Although those efforts were very intense, it was important that our riders could also relax in Font-Romeu. The coming months are going to be the most stressful of the season. The pressure will only mount as the Tour de France approaches. The Tour is always the highest-stakes race of them all. Before embarking on that adventure, it was important that the riders could decompress while getting in the work they needed to do on their bikes and that they could really get to know each other away from the races and television cameras’ glare. In Font-Romeu, everything was taken care of for them.

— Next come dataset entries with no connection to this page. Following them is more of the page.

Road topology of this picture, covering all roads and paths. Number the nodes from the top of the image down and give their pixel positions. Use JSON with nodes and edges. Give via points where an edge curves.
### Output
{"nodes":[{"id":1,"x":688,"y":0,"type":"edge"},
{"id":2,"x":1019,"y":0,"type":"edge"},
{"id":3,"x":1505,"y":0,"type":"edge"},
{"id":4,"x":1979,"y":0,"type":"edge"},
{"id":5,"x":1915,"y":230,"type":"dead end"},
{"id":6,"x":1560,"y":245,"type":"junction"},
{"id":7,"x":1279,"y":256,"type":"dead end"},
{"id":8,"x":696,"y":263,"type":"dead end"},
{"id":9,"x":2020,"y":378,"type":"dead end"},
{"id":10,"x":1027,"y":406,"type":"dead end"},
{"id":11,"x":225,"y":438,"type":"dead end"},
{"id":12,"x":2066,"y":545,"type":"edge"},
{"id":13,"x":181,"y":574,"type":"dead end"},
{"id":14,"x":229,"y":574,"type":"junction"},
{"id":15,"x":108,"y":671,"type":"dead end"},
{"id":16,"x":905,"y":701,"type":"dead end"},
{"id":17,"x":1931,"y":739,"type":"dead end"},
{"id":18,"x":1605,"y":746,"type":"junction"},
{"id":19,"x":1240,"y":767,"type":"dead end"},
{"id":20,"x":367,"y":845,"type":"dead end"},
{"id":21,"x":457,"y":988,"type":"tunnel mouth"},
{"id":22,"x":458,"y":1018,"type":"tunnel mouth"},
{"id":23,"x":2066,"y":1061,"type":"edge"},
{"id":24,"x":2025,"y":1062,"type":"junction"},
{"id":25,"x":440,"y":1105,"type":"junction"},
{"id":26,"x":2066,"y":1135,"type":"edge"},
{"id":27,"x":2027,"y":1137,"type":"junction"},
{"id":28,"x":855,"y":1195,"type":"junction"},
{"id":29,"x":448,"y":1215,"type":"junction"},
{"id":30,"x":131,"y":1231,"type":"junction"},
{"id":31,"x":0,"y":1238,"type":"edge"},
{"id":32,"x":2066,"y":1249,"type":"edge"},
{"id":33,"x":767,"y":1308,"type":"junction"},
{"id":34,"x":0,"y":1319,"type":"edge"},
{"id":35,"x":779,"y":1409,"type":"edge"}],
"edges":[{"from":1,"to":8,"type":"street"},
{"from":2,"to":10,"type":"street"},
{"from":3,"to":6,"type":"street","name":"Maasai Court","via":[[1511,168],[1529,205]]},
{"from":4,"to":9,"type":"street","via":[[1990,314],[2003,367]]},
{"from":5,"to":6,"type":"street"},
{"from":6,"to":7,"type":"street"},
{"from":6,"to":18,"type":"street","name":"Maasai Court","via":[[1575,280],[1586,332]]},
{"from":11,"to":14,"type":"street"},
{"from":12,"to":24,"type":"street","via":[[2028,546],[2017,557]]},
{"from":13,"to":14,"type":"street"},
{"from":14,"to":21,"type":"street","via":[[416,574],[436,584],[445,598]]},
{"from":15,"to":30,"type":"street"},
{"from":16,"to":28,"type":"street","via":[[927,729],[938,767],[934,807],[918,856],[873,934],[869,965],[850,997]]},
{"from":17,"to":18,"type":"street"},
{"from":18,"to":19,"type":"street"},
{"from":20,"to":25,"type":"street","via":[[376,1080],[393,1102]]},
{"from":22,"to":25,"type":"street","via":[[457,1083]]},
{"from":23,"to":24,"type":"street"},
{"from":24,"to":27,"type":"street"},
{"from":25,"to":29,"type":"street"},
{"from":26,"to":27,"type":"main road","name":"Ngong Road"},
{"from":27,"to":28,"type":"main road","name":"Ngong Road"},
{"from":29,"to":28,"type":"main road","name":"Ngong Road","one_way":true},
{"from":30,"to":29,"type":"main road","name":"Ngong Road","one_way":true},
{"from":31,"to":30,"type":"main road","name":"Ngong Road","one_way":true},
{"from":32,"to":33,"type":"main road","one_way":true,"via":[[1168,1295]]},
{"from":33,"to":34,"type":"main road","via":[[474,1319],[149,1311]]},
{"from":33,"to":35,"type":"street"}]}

They had a chef to cook healthy meals, a mechanic to make sure their bikes were in order, soigneurs and a chiropractor and nutritionist to consult, and coaches to follow them in training.

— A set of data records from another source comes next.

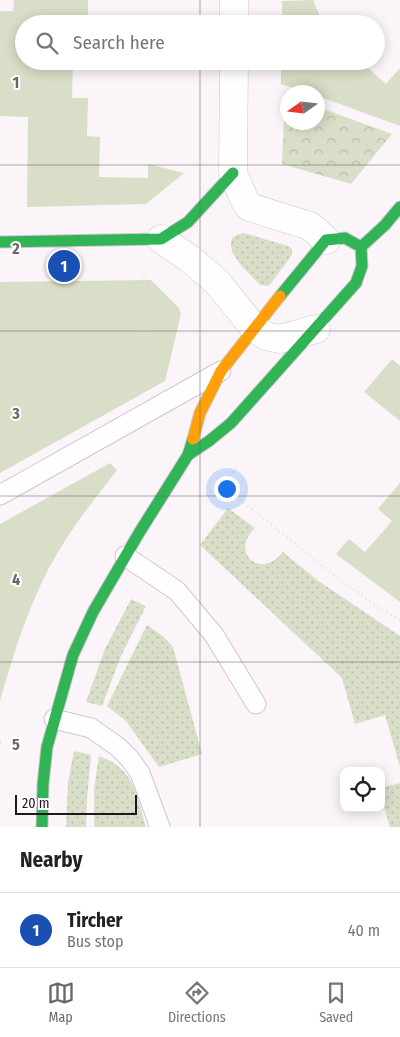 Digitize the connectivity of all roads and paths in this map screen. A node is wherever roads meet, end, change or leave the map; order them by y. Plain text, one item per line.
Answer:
1 (234, 0) edge
2 (234, 15) edge
3 (234, 70) edge
4 (233, 173) junction
5 (400, 207) edge
6 (161, 239) junction
7 (326, 240) junction
8 (0, 242) edge
9 (361, 247) junction
10 (144, 274) dead end
11 (254, 328) junction
12 (316, 329) junction
13 (221, 371) junction
14 (144, 415) junction
15 (188, 455) junction
16 (232, 493) dead end
17 (0, 495) edge
18 (126, 556) junction
19 (400, 620) edge
20 (256, 704) dead end
21 (54, 719) junction
22 (0, 743) edge
23 (5, 743) dead end
24 (42, 827) edge
25 (160, 827) edge

1 - 2 street
3 - 4 street
4 - 6 street
4 - 7 street
5 - 9 street
6 - 8 street
6 - 11 street
7 - 9 street
7 - 11 street
9 - 12 street
10 - 14 path
11 - 12 street
11 - 13 street
12 - 15 street
13 - 14 lane
13 - 15 street
14 - 17 lane
15 - 18 street
16 - 19 path
18 - 20 lane
18 - 21 street
21 - 24 street
21 - 25 lane
22 - 23 path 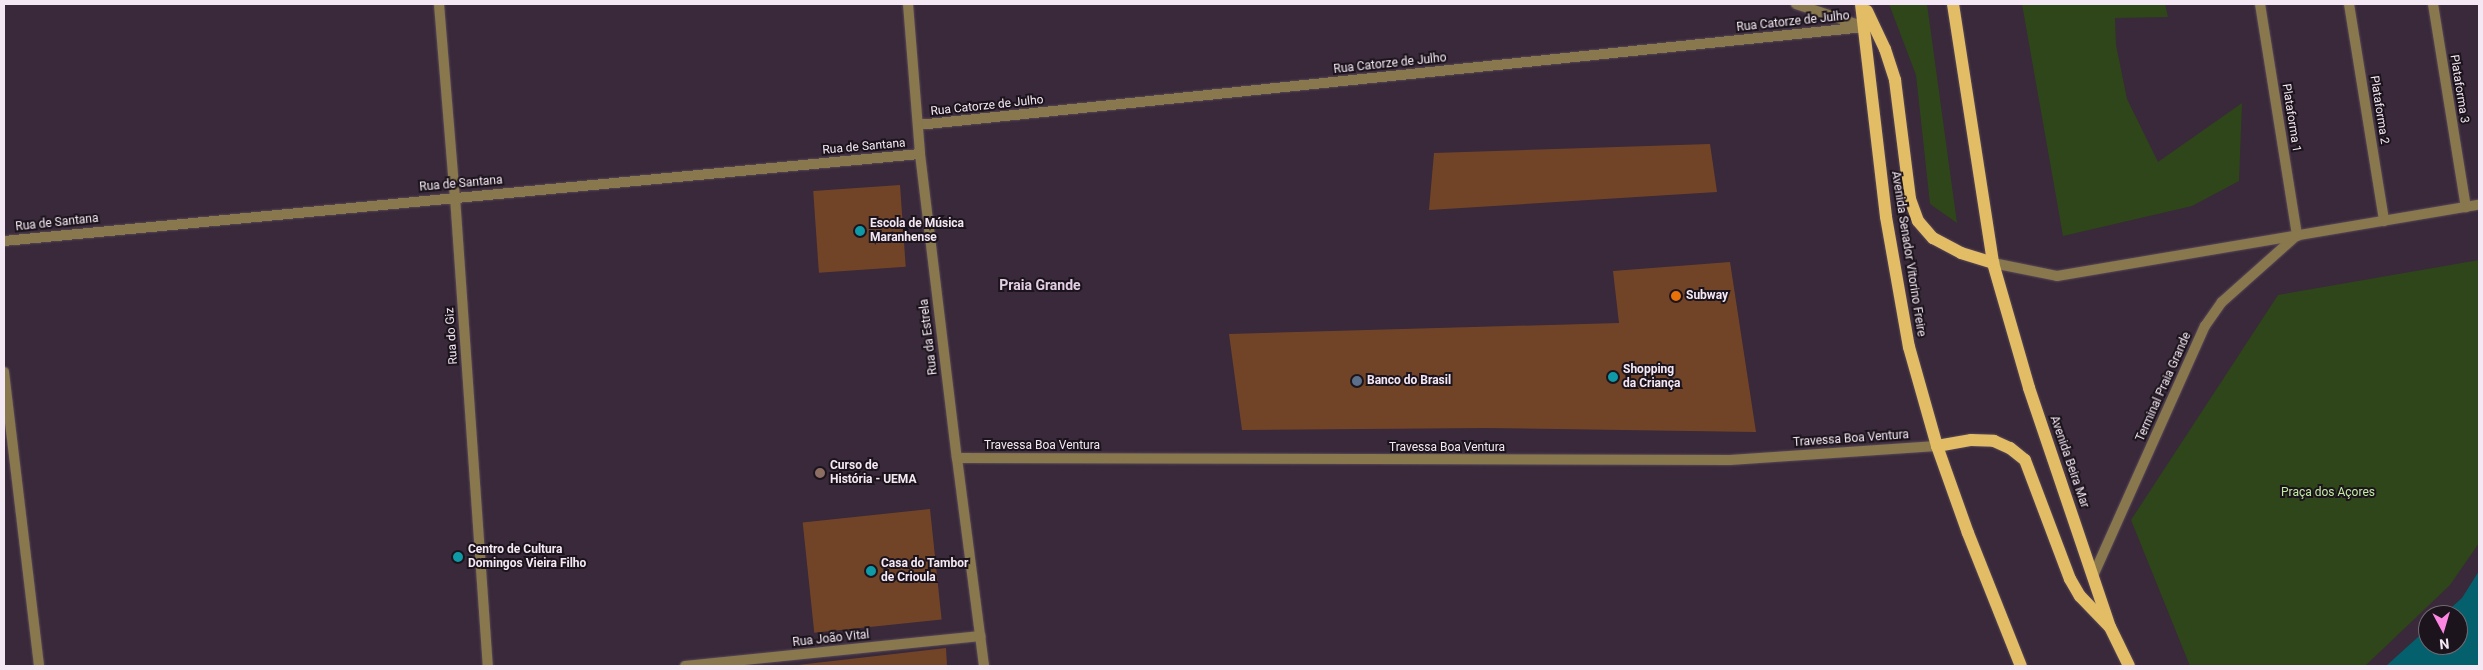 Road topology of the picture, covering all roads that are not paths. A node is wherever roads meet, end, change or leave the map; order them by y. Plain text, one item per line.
1 (439, 4) edge
2 (908, 4) edge
3 (1796, 4) edge
4 (1862, 4) edge
5 (1953, 4) edge
6 (2260, 4) edge
7 (2349, 4) edge
8 (2433, 4) edge
9 (1865, 27) junction
10 (918, 125) junction
11 (920, 154) junction
12 (455, 197) junction
13 (2479, 205) edge
14 (2466, 207) junction
15 (2384, 221) junction
16 (2297, 236) junction
17 (4, 241) edge
18 (1993, 263) junction
19 (4, 372) edge
20 (1937, 446) junction
21 (957, 458) junction
22 (2093, 576) junction
23 (2110, 628) junction
24 (980, 636) junction
25 (39, 666) edge
26 (488, 666) edge
27 (685, 666) edge
28 (984, 666) edge
29 (2021, 666) edge
30 (2129, 666) edge

1 - 12 street, Rua do Giz
2 - 10 street, Rua da Estrela
3 - 9 street
4 - 9 main road, Avenida Senador Vitorino Freire
4 - 18 main road
5 - 18 main road
6 - 16 street, Plataforma 1
7 - 15 street, Plataforma 2
8 - 14 street, Plataforma 3
9 - 10 street, Rua Catorze de Julho
9 - 20 main road, Avenida Senador Vitorino Freire
10 - 11 street, Rua da Estrela
11 - 12 street, Rua de Santana
11 - 21 street, Rua da Estrela
12 - 17 street, Rua de Santana
12 - 26 street, Rua do Giz
13 - 14 street
14 - 15 street
15 - 16 street
16 - 18 street
16 - 22 street, Terminal Praia Grande
18 - 22 main road, Avenida Beira Mar
19 - 25 street
20 - 21 street, Travessa Boa Ventura
20 - 23 main road
20 - 29 main road
21 - 24 street, Rua da Estrela
22 - 23 main road, Avenida Beira Mar
23 - 30 main road, Avenida Beira Mar
24 - 27 street, Rua João Vital
24 - 28 street, Rua da Estrela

“We want the rest of the camp to be the other side of the coin to what the training stress is,” Nate says. “We train hard but in order to benefit from the hard training we want the recovery to be as good as possible, so we just make it simple with not too much on the schedule and a good process around recovery. Nutrition, massage, having some down time, and getting into bed at a good time – that’s the most important stuff. A lot of these guys are going to do races together in the coming weeks, so just being able to spend time together and get to know each other and be re-familiarised with each other off the bike as well as on the bike is really helpful.”

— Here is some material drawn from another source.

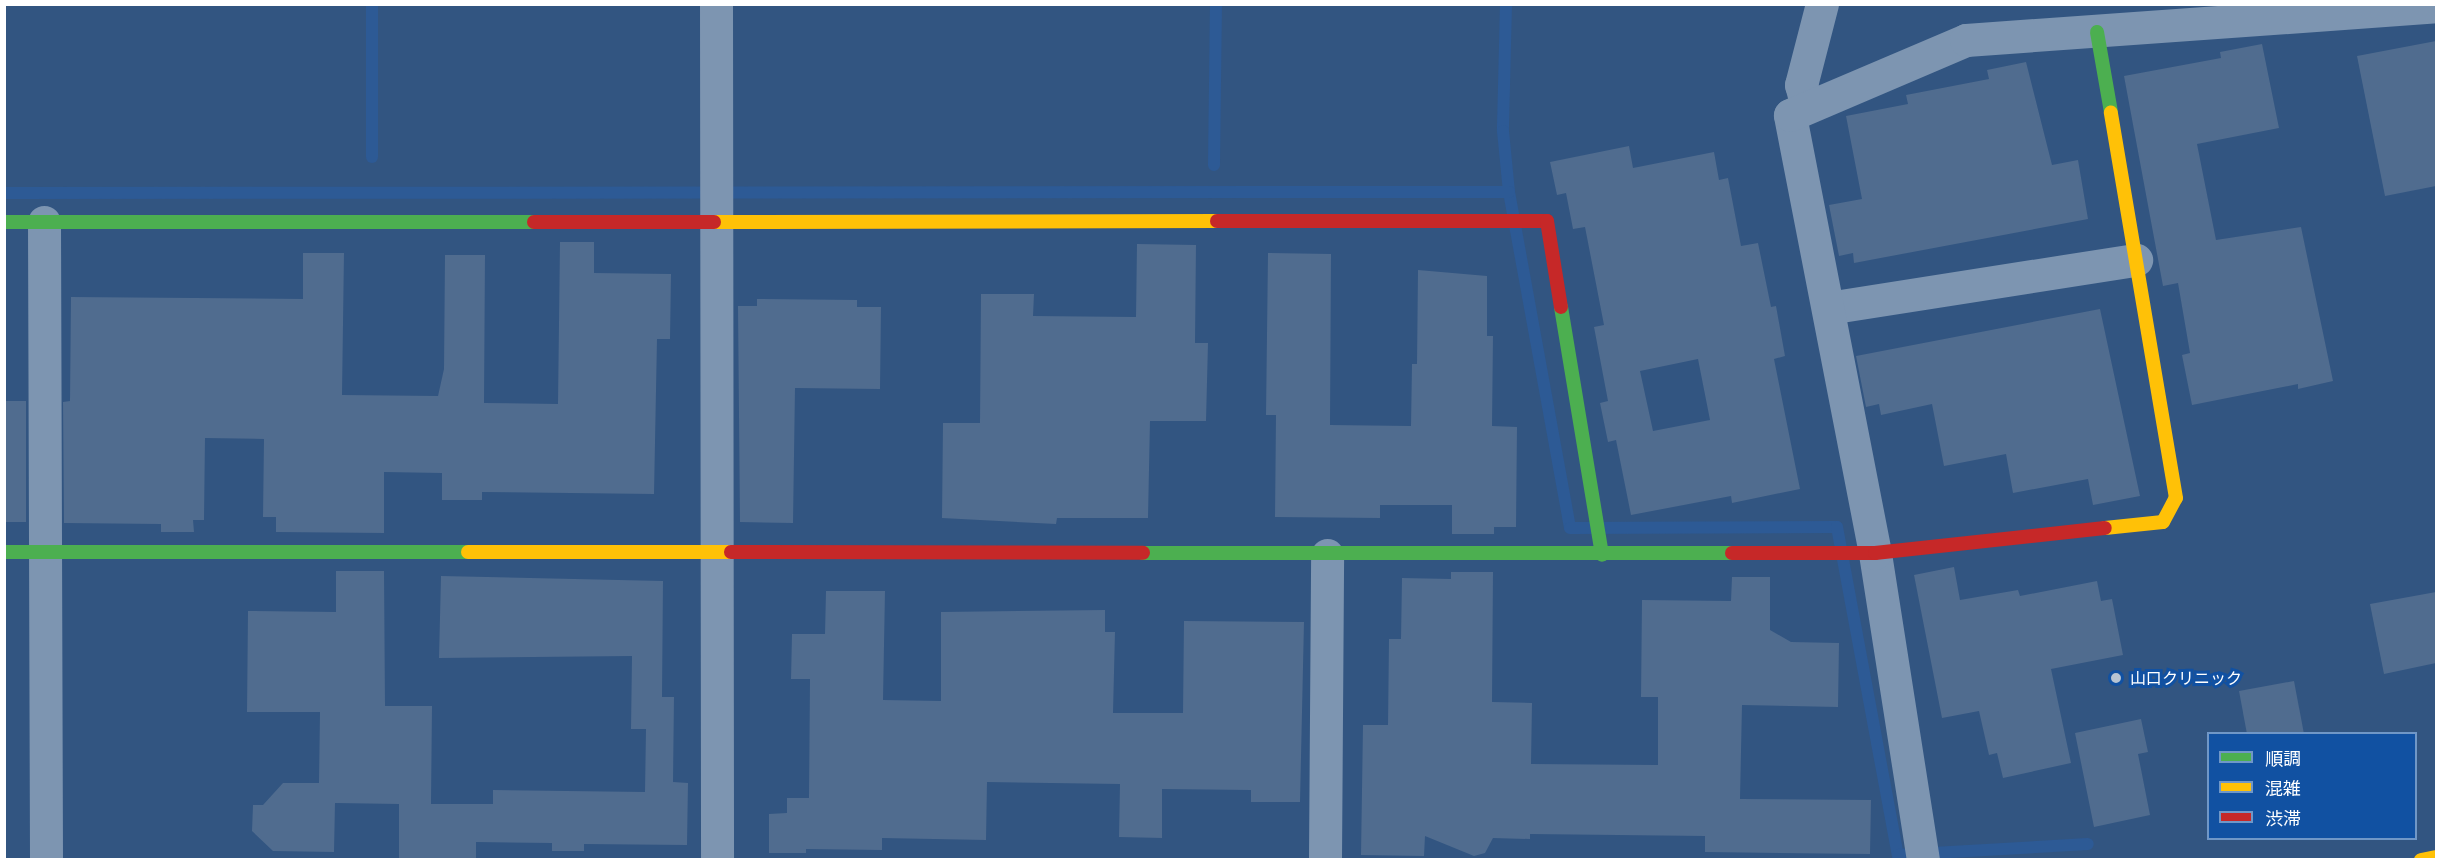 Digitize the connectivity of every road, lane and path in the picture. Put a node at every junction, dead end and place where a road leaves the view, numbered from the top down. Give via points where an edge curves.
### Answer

Camp was also an excellent opportunity to dial in our equipment for the Tour de France. Richie and his teammates tested the Vision wheels and Vittoria tires that they will race for each stage of the Tour de France. Richie also spent time getting comfortable in his time trial position on his Cannondale SuperSlice. Every ride was fueled using the Neversecond system that our team will use in the race. The riders also slept on their new Eight Sleep temperature-controlled mattresses, so they are all set for the Tour.

First up is the Dauphiné. There, Richie and his teammates will aim to make the most of the form they built in Font-Romeu and fine tune their fitness for the Tour de France. With several big mountain stages on the schedule, the Dauphiné is going to be a big test. Afterwards, Richie will head to Andorra for a higher altitude camp with some of his teammates.

“The first step there is going to be recovery and sleep and good food,” Nate says. “And then we will start doing the last little bit of work before the Tour, which will still be big climbing days, but at that point we will also get behind the scooter and do a bit of motorpacing to make sure that that race rhythm that got introduced at Dauphiné doesn’t go away.”

The Tour de France starts in one month. After Richie’s victory at the Mercan Tour Classic Alpes-Maritime, the whole team is confident. We’ve got a plan. There is still a long way to go.

“Things are good. Everyone is healthy. Everyone’s form is improving,” Nate says.